Per alcuni membri dell’ala scettica liberal del Partito Democratico vi è ancora preoccupazione sul fatto che Mrs Clinton abbraccerà l’approccio centrista del marito, il discorso era formulato solo a scopo di convincerli del contrario. Adam Green, il co-fondatore del Progressive Change Campaign Comittee – un gruppo di pressione liberal – ha puntualizzato che “questo è stato per lo più un tipico discorso democratico migliore di quanto la direzione Repubblicana offra in America“. Ma ha anche detto che le argomentazioni della candidata non hanno messo in luce “la visione economica audace che la maggior parte degli americani vogliono e che necessitano.”
Mrs Clinton non ha introdotto un argomento, di cui i liberali si sentono sempre più frustrati, che riguarda i trattati internazionali di libero commercio. Giovedì, il senatore Bernie Sanders, un socialista del Vermont, che è anche in corsa per la nomination democratica, ha criticato acutamente Mrs Clinton per non aver preso una posizione sul controverso disegno di legge inerente il trattato sul libero commercio che Obama sta spingendo; così come altre questioni spinose: la proposta per l’oleodotto Keystone XL e il rinnovo del Patriot Act. “Qual è il punto di vista [di Mrs Clinton] su ciò?” ha chiesto Mr. Sanders riferendosi al provvedimento contro cui ha votato contro.
Mrs Clinton aveva appena terminato il suo intervento di sabato, quando Bill Hyers, uno dei consiglieri autorevoli di Martin O’Malley, l’ex governatore del Maryland – che è anche lui è in competizione per la nomina presidenziale democratica – ha criticato la sua vaghezza in merito al trattato sul libero commercio e altre questioni. “Mr O’Malley” – ha detto [Bill Hyers] – “è stato coraggioso e dettagliato sul programma progressista di cui abbiamo bisogno.”
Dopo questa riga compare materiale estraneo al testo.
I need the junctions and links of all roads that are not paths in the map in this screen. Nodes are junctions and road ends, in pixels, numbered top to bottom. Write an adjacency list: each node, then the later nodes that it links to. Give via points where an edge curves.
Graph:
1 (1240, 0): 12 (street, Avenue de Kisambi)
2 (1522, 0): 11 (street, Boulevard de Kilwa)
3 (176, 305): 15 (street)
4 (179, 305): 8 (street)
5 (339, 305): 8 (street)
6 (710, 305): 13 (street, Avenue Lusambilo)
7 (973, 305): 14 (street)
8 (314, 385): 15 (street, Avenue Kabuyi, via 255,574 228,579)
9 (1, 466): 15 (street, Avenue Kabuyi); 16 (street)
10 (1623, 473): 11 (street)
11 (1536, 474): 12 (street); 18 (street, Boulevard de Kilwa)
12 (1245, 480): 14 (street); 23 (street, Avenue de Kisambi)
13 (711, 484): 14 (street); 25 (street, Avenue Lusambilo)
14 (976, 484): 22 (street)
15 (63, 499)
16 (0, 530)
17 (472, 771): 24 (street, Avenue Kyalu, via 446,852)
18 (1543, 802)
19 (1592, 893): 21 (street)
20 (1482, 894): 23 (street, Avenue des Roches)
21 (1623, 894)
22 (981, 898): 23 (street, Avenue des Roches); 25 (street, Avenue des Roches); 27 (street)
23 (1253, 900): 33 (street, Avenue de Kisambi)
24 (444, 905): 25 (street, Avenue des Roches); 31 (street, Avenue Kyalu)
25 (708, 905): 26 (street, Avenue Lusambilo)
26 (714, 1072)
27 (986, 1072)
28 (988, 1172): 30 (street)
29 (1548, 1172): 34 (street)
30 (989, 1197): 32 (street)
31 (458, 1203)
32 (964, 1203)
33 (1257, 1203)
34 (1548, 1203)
Se ci sasà una campagna “demografica”, Mrs Clinton sta sperando di galvanizzare le giovani donne. Trattasi di un facile approdo che nella 2008 lei ha minimizzato, poiché si cercò di presentare l’ex first lady come un risoluto comandante in capo. Ma dal discorso pronunciato sabato si deduce con chiarezza che Mrs Clinton metterà questa volta la questione di genere più centrale nella sua corsa elettorale. Nel suo intervento di chiusura, si augura un paese “dove un padre può dire alla sua figlia, sì tu puoi essere qualsiasi cosa desideri essere, anche il Presidente degli Stati Uniti.”